Data entries:
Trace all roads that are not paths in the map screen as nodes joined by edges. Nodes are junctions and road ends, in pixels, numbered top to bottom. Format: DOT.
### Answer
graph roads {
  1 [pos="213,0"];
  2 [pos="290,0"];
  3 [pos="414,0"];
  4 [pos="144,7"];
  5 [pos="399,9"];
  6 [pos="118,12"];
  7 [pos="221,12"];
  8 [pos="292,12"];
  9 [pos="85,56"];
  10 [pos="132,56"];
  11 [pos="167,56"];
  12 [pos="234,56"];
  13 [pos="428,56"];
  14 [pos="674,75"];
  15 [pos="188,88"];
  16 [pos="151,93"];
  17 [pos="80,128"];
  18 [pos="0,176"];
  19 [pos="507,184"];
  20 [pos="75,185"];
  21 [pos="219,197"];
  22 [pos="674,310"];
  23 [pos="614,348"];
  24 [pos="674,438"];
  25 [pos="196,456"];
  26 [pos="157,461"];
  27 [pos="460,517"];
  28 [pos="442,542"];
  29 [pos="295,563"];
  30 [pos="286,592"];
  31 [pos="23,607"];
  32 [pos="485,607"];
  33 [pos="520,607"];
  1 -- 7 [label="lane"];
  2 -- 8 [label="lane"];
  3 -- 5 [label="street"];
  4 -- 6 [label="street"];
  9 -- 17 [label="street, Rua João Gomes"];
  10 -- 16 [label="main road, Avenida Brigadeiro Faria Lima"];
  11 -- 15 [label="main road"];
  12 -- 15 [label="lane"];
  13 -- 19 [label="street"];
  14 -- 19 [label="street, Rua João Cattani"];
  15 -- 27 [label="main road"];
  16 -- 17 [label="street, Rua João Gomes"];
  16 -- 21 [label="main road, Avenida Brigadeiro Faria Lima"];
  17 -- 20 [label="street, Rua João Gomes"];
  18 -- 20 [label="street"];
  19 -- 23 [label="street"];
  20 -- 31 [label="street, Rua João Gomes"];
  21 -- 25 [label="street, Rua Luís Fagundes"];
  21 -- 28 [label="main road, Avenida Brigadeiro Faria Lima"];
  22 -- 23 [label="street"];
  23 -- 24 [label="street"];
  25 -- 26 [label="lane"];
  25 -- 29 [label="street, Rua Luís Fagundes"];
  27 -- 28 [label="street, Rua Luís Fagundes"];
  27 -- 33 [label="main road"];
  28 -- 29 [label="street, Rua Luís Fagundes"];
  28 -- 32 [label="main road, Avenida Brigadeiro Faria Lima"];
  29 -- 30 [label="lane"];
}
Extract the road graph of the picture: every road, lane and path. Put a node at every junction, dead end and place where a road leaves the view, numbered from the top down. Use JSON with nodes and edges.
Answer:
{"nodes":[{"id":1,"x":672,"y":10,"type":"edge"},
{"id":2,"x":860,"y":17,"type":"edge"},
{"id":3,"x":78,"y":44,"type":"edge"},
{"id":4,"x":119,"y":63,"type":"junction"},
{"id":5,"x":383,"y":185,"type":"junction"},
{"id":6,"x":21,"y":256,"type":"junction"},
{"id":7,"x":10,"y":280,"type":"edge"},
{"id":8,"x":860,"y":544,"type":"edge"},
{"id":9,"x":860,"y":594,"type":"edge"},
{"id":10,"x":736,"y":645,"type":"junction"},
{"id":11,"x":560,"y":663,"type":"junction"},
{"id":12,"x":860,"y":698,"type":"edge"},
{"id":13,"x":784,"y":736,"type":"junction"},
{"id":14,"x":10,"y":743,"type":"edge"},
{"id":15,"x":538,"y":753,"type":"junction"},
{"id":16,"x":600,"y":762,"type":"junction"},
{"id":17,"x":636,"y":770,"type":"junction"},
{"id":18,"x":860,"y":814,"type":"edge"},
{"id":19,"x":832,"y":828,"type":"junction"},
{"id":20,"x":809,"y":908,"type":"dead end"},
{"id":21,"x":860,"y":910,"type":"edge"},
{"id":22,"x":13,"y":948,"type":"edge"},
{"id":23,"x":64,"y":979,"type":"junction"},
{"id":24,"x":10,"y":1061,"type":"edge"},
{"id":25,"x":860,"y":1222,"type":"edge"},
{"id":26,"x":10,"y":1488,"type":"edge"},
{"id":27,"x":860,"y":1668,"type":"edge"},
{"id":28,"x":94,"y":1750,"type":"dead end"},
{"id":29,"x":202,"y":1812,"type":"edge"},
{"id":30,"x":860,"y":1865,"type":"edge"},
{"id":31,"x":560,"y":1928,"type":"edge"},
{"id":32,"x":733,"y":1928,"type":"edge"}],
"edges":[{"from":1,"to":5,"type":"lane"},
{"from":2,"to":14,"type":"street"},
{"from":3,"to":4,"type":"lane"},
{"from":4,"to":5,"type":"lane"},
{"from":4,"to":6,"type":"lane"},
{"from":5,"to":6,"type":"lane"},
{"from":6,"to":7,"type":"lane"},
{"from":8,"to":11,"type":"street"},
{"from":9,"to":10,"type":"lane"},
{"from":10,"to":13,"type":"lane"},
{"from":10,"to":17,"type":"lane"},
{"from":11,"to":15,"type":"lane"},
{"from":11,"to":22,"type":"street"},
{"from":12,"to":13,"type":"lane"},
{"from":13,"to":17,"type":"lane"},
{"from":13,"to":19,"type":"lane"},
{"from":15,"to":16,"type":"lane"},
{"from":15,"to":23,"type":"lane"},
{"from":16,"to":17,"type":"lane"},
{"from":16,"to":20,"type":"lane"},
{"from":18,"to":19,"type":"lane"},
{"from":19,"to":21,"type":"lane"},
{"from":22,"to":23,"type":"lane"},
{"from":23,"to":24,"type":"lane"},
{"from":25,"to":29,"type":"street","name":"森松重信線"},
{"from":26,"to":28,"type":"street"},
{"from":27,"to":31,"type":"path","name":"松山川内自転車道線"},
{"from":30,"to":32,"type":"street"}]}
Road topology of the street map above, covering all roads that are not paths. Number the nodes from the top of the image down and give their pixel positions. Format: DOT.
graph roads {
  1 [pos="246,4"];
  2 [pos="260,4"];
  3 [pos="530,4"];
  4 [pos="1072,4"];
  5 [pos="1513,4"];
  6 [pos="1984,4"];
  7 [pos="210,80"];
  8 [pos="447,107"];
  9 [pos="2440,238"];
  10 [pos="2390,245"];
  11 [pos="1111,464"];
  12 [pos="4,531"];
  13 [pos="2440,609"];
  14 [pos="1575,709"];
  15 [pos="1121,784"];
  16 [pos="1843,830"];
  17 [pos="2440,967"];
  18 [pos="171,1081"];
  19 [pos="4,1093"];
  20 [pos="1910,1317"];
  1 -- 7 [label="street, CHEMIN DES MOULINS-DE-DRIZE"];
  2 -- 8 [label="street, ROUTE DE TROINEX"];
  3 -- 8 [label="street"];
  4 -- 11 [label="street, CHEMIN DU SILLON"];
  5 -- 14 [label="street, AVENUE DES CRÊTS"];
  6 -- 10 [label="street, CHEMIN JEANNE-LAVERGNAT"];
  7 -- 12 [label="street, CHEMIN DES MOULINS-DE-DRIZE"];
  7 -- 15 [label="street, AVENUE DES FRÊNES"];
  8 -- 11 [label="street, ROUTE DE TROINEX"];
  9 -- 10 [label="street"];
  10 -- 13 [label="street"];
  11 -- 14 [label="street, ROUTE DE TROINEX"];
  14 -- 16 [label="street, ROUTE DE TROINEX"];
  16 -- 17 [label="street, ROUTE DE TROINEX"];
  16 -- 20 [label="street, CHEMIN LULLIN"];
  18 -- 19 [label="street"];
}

◆ **Requirement**
I would like the records restated exactly, with every line intact.

◆ **Exercise response**
Trace all roads that are not paths in the map screen as nodes joined by edges. Nodes are junctions and road ends, in pixels, numbered top to bottom. Format: DOT.
### Answer
graph roads {
  1 [pos="213,0"];
  2 [pos="290,0"];
  3 [pos="414,0"];
  4 [pos="144,7"];
  5 [pos="399,9"];
  6 [pos="118,12"];
  7 [pos="221,12"];
  8 [pos="292,12"];
  9 [pos="85,56"];
  10 [pos="132,56"];
  11 [pos="167,56"];
  12 [pos="234,56"];
  13 [pos="428,56"];
  14 [pos="674,75"];
  15 [pos="188,88"];
  16 [pos="151,93"];
  17 [pos="80,128"];
  18 [pos="0,176"];
  19 [pos="507,184"];
  20 [pos="75,185"];
  21 [pos="219,197"];
  22 [pos="674,310"];
  23 [pos="614,348"];
  24 [pos="674,438"];
  25 [pos="196,456"];
  26 [pos="157,461"];
  27 [pos="460,517"];
  28 [pos="442,542"];
  29 [pos="295,563"];
  30 [pos="286,592"];
  31 [pos="23,607"];
  32 [pos="485,607"];
  33 [pos="520,607"];
  1 -- 7 [label="lane"];
  2 -- 8 [label="lane"];
  3 -- 5 [label="street"];
  4 -- 6 [label="street"];
  9 -- 17 [label="street, Rua João Gomes"];
  10 -- 16 [label="main road, Avenida Brigadeiro Faria Lima"];
  11 -- 15 [label="main road"];
  12 -- 15 [label="lane"];
  13 -- 19 [label="street"];
  14 -- 19 [label="street, Rua João Cattani"];
  15 -- 27 [label="main road"];
  16 -- 17 [label="street, Rua João Gomes"];
  16 -- 21 [label="main road, Avenida Brigadeiro Faria Lima"];
  17 -- 20 [label="street, Rua João Gomes"];
  18 -- 20 [label="street"];
  19 -- 23 [label="street"];
  20 -- 31 [label="street, Rua João Gomes"];
  21 -- 25 [label="street, Rua Luís Fagundes"];
  21 -- 28 [label="main road, Avenida Brigadeiro Faria Lima"];
  22 -- 23 [label="street"];
  23 -- 24 [label="street"];
  25 -- 26 [label="lane"];
  25 -- 29 [label="street, Rua Luís Fagundes"];
  27 -- 28 [label="street, Rua Luís Fagundes"];
  27 -- 33 [label="main road"];
  28 -- 29 [label="street, Rua Luís Fagundes"];
  28 -- 32 [label="main road, Avenida Brigadeiro Faria Lima"];
  29 -- 30 [label="lane"];
}
Extract the road graph of the picture: every road, lane and path. Put a node at every junction, dead end and place where a road leaves the view, numbered from the top down. Use JSON with nodes and edges.
Answer:
{"nodes":[{"id":1,"x":672,"y":10,"type":"edge"},
{"id":2,"x":860,"y":17,"type":"edge"},
{"id":3,"x":78,"y":44,"type":"edge"},
{"id":4,"x":119,"y":63,"type":"junction"},
{"id":5,"x":383,"y":185,"type":"junction"},
{"id":6,"x":21,"y":256,"type":"junction"},
{"id":7,"x":10,"y":280,"type":"edge"},
{"id":8,"x":860,"y":544,"type":"edge"},
{"id":9,"x":860,"y":594,"type":"edge"},
{"id":10,"x":736,"y":645,"type":"junction"},
{"id":11,"x":560,"y":663,"type":"junction"},
{"id":12,"x":860,"y":698,"type":"edge"},
{"id":13,"x":784,"y":736,"type":"junction"},
{"id":14,"x":10,"y":743,"type":"edge"},
{"id":15,"x":538,"y":753,"type":"junction"},
{"id":16,"x":600,"y":762,"type":"junction"},
{"id":17,"x":636,"y":770,"type":"junction"},
{"id":18,"x":860,"y":814,"type":"edge"},
{"id":19,"x":832,"y":828,"type":"junction"},
{"id":20,"x":809,"y":908,"type":"dead end"},
{"id":21,"x":860,"y":910,"type":"edge"},
{"id":22,"x":13,"y":948,"type":"edge"},
{"id":23,"x":64,"y":979,"type":"junction"},
{"id":24,"x":10,"y":1061,"type":"edge"},
{"id":25,"x":860,"y":1222,"type":"edge"},
{"id":26,"x":10,"y":1488,"type":"edge"},
{"id":27,"x":860,"y":1668,"type":"edge"},
{"id":28,"x":94,"y":1750,"type":"dead end"},
{"id":29,"x":202,"y":1812,"type":"edge"},
{"id":30,"x":860,"y":1865,"type":"edge"},
{"id":31,"x":560,"y":1928,"type":"edge"},
{"id":32,"x":733,"y":1928,"type":"edge"}],
"edges":[{"from":1,"to":5,"type":"lane"},
{"from":2,"to":14,"type":"street"},
{"from":3,"to":4,"type":"lane"},
{"from":4,"to":5,"type":"lane"},
{"from":4,"to":6,"type":"lane"},
{"from":5,"to":6,"type":"lane"},
{"from":6,"to":7,"type":"lane"},
{"from":8,"to":11,"type":"street"},
{"from":9,"to":10,"type":"lane"},
{"from":10,"to":13,"type":"lane"},
{"from":10,"to":17,"type":"lane"},
{"from":11,"to":15,"type":"lane"},
{"from":11,"to":22,"type":"street"},
{"from":12,"to":13,"type":"lane"},
{"from":13,"to":17,"type":"lane"},
{"from":13,"to":19,"type":"lane"},
{"from":15,"to":16,"type":"lane"},
{"from":15,"to":23,"type":"lane"},
{"from":16,"to":17,"type":"lane"},
{"from":16,"to":20,"type":"lane"},
{"from":18,"to":19,"type":"lane"},
{"from":19,"to":21,"type":"lane"},
{"from":22,"to":23,"type":"lane"},
{"from":23,"to":24,"type":"lane"},
{"from":25,"to":29,"type":"street","name":"森松重信線"},
{"from":26,"to":28,"type":"street"},
{"from":27,"to":31,"type":"path","name":"松山川内自転車道線"},
{"from":30,"to":32,"type":"street"}]}
Road topology of the street map above, covering all roads that are not paths. Number the nodes from the top of the image down and give their pixel positions. Format: DOT.
graph roads {
  1 [pos="246,4"];
  2 [pos="260,4"];
  3 [pos="530,4"];
  4 [pos="1072,4"];
  5 [pos="1513,4"];
  6 [pos="1984,4"];
  7 [pos="210,80"];
  8 [pos="447,107"];
  9 [pos="2440,238"];
  10 [pos="2390,245"];
  11 [pos="1111,464"];
  12 [pos="4,531"];
  13 [pos="2440,609"];
  14 [pos="1575,709"];
  15 [pos="1121,784"];
  16 [pos="1843,830"];
  17 [pos="2440,967"];
  18 [pos="171,1081"];
  19 [pos="4,1093"];
  20 [pos="1910,1317"];
  1 -- 7 [label="street, CHEMIN DES MOULINS-DE-DRIZE"];
  2 -- 8 [label="street, ROUTE DE TROINEX"];
  3 -- 8 [label="street"];
  4 -- 11 [label="street, CHEMIN DU SILLON"];
  5 -- 14 [label="street, AVENUE DES CRÊTS"];
  6 -- 10 [label="street, CHEMIN JEANNE-LAVERGNAT"];
  7 -- 12 [label="street, CHEMIN DES MOULINS-DE-DRIZE"];
  7 -- 15 [label="street, AVENUE DES FRÊNES"];
  8 -- 11 [label="street, ROUTE DE TROINEX"];
  9 -- 10 [label="street"];
  10 -- 13 [label="street"];
  11 -- 14 [label="street, ROUTE DE TROINEX"];
  14 -- 16 [label="street, ROUTE DE TROINEX"];
  16 -- 17 [label="street, ROUTE DE TROINEX"];
  16 -- 20 [label="street, CHEMIN LULLIN"];
  18 -- 19 [label="street"];
}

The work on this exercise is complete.